The hot water supply is also tied into the solar system.

The Davises found that a larger-capacity storage tank would
have given the house more heat. Their 2,000-gallon tank was
supposed to store enough heat for three successive cloudy
days — but they forgot to take into account Maine’s
strong coastal winds.

“If we have sunny winter days that aren’t too windy, with
temperatures around 30 degrees, we can just get by on the
solar heating system. If it starts to go below 30 degrees
and the wind picks up, we have to resort to our
wood-burning furnace,” Davis explains.

“We have adjusted to the fact that a solar house isn’t
capable of responding rapidly to changes in temperature,”
he adds. “For instance, if we come home at night and the
inside temperature has dropped to the mid-50’s, it takes a
while for the stored heat to warm the house up to the 60’s.
In early winter, we keep the house at 70 degrees, but as it
gets colder, we feel comfortable at 65 degrees. You live
differently in a solar house,” he says. “We are much more
aware of what the weather is doing.”

David and Barbara Wright:

Environmental architect David Wright developed a simple way
to heat a house by the sun that has worked in different
regions and different climates. A Berkeley-educated
ex-Peace Corps member, Wright was one of the original
members of Sun Mountain Design, in Santa Fe, New Mexico, a
non-profit group of engineers, builders, and architects
involved in solar-tempered design. They approached land
use, development, design, and research synergistically,
learning from their various disciplines. David, like the
others, prefers non-mechanical sun-heated houses to those
with complicated systems involving collectors, storage, and
circulation systems.

His own house on the outskirts of Santa Fe, in the
foothills of the Sangre de Cristo Mountains, is a prototype
of the non-mechanical structures he advocates. The only
visible hardware is a small separate solar collector that
stands several yards from the house on the south slope and
supplies the house with hot water.

In appearance, the house blends harmoniously with the
native New Mexican architecture. It uses adobe brick, and
the roof overhang echoes the traditional vigas ,
or roof beams, that extend out through the walls of old
adobe houses. Its inspiration goes even farther
back — to the twelfth-century pueblo dwellings at Chaco
Canyon, considered by many to be America’s first
solar-heated habitations on a grand scale. At Chaco Canyon,
the multifamily structures that were archetypal apartment
buildings to house a whole community were built in an arc.
The windows and doorways faced south, into the sun, while
the backs of the pueblos were shielded by the hillside,
giving them protection from northern winds.
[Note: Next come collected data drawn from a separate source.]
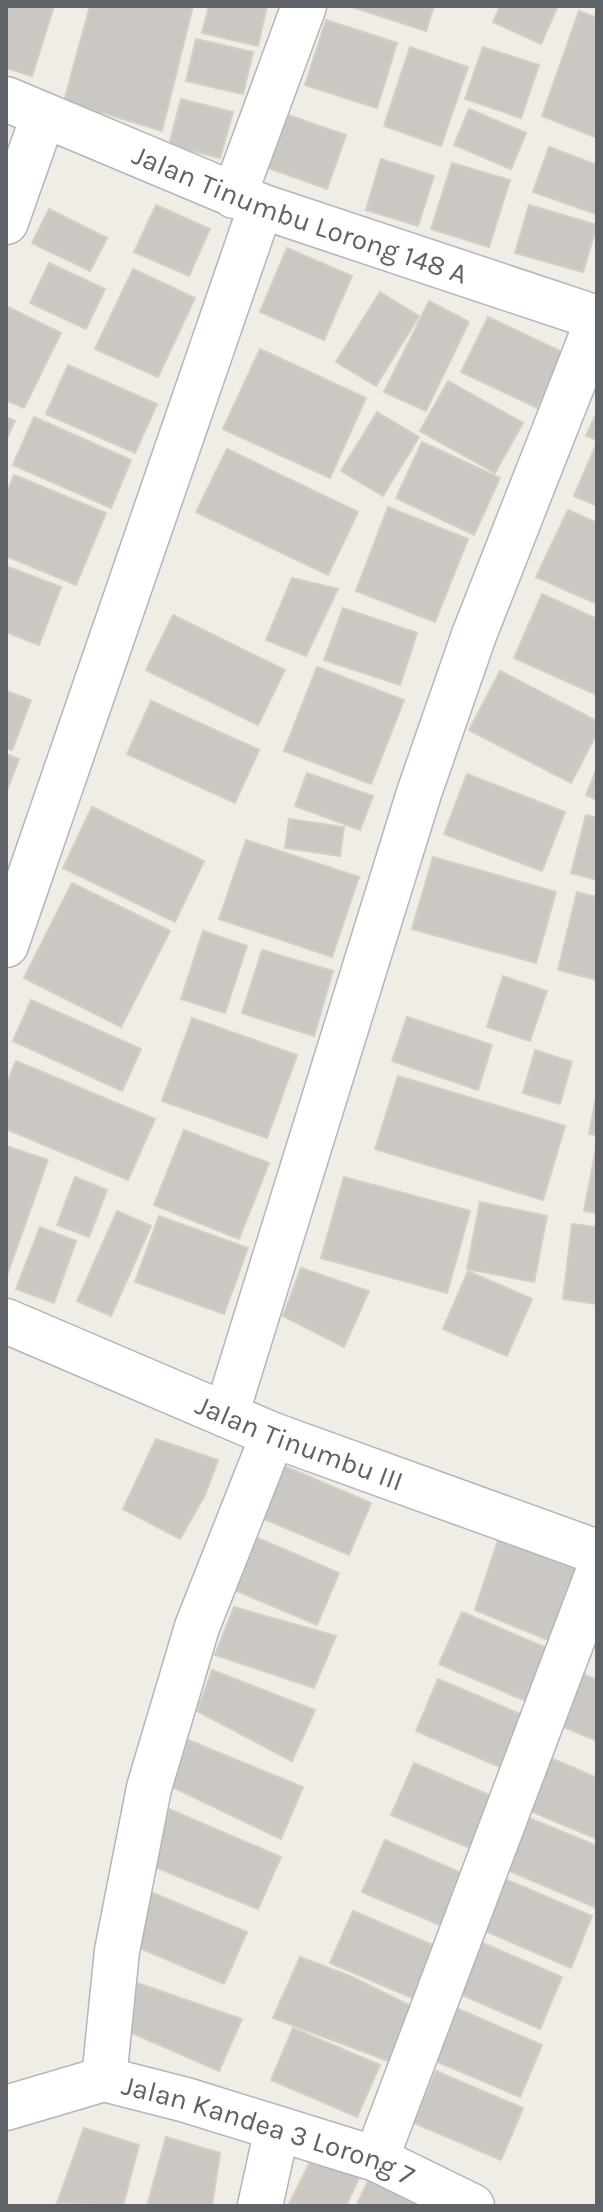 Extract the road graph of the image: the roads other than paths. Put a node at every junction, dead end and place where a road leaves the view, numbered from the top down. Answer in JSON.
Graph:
{"nodes":[{"id":1,"x":304,"y":6,"type":"edge"},
{"id":2,"x":24,"y":108,"type":"edge"},
{"id":3,"x":248,"y":201,"type":"junction"},
{"id":4,"x":6,"y":222,"type":"edge"},
{"id":5,"x":597,"y":320,"type":"edge"},
{"id":6,"x":6,"y":945,"type":"edge"},
{"id":7,"x":6,"y":1321,"type":"edge"},
{"id":8,"x":226,"y":1415,"type":"junction"},
{"id":9,"x":273,"y":1435,"type":"junction"},
{"id":10,"x":597,"y":1552,"type":"edge"},
{"id":11,"x":597,"y":1575,"type":"edge"},
{"id":12,"x":104,"y":2079,"type":"junction"},
{"id":13,"x":6,"y":2108,"type":"edge"},
{"id":14,"x":277,"y":2129,"type":"junction"},
{"id":15,"x":376,"y":2159,"type":"junction"},
{"id":16,"x":260,"y":2206,"type":"edge"},
{"id":17,"x":472,"y":2206,"type":"edge"}],
"edges":[{"from":1,"to":3,"type":"street"},
{"from":2,"to":3,"type":"street","name":"Jalan Tinumbu Lorong 148 A"},
{"from":2,"to":4,"type":"street"},
{"from":3,"to":5,"type":"street","name":"Jalan Tinumbu Lorong 148 A"},
{"from":3,"to":6,"type":"street"},
{"from":5,"to":8,"type":"street"},
{"from":7,"to":8,"type":"street","name":"Jalan Tinumbu III"},
{"from":8,"to":9,"type":"street","name":"Jalan Tinumbu III"},
{"from":9,"to":10,"type":"street","name":"Jalan Tinumbu III"},
{"from":9,"to":12,"type":"street"},
{"from":11,"to":15,"type":"street"},
{"from":12,"to":13,"type":"street"},
{"from":12,"to":14,"type":"street","name":"Jalan Kandea 3 Lorong 7"},
{"from":14,"to":15,"type":"street","name":"Jalan Kandea 3 Lorong 7"},
{"from":14,"to":16,"type":"street"},
{"from":15,"to":17,"type":"street","name":"Jalan Kandea 3 Lorong 7"}]}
The Wright house reflects that same design. From a
bird’s-eye view, it is shaped like a semicircle with a flat
front. The curved walls are 14-inch-thick adobe brick with
2 more inches of polyurethane insulation covered by a thick
layer of stucco. The flat front, facing south, is a
two-story-high window wall made up of double-glazed sliding
doors. An overhang shields the windows from the hottest
summer sun. In contrast to the front, the three remaining
sides of the house are surrounded by an earth bank and
broken only by a few small windows set high up to act as
vents. On the east, the main entry door is protected by a
vestibule that creates an air trap so warm house air can’t
escape each time the door is opened.

David, with his wife, Barbara, built the house almost
single-handedly with some subcontracting for electrical and
plumbing work and a couple of part-time crews who worked
two-week stints. The house took them less than six months
to complete and cost the couple around $13,000, not
counting their own labor. The interior is basically a
two-story-high room with a balcony. Although the house is
small, the window wall gives the interior a feeling of
generous space.

David Wright’s concept of a solar “heat sink,” such as the
one they adopted in this house, was popular in the late
1930’s. Houses were marketed and sold as “solar houses”,,
but they never adequately solved the basic problem: what to
do with the excess heat during the day and how to stem the
heat loss at night. (Night losses usually exceed the daily
heat gains.) Superior insulation and the thermal building
mass of adobe were Wright’s solution to that problem. To
augment the natural insulation provided by the adobe walls,
fifteen 50-gallon water-filled oil drums, buried beneath
the living room window, soak up the sun’s warmth. Water
holds about four times as much heat as adobe, and also
absorbs it and gives it off faster. To further reduce heat
loss at night, accordion-fold shutters made of canvas and
2-inch polyurethane panels are raised and lowered by a
hand-operated crank and pulley to cover the vast expanse of
the window wall at night.

Since completion, the house has required practically no
maintenance. The Wrights found that space heating based on
the concept of thermal lag follows natural rhythms and puts
the body’s metabolism in tune with it. “The body heats up
and cools down gradually with the building,” David
explains. During the winter months the Wrights found that
the house stores about five days’ worth of heat, enough to
carry through an average cloudy period in New Mexico. For
auxiliary heat, they have a wood-burning Franklin stove,
which uses less than a cord of wood a year.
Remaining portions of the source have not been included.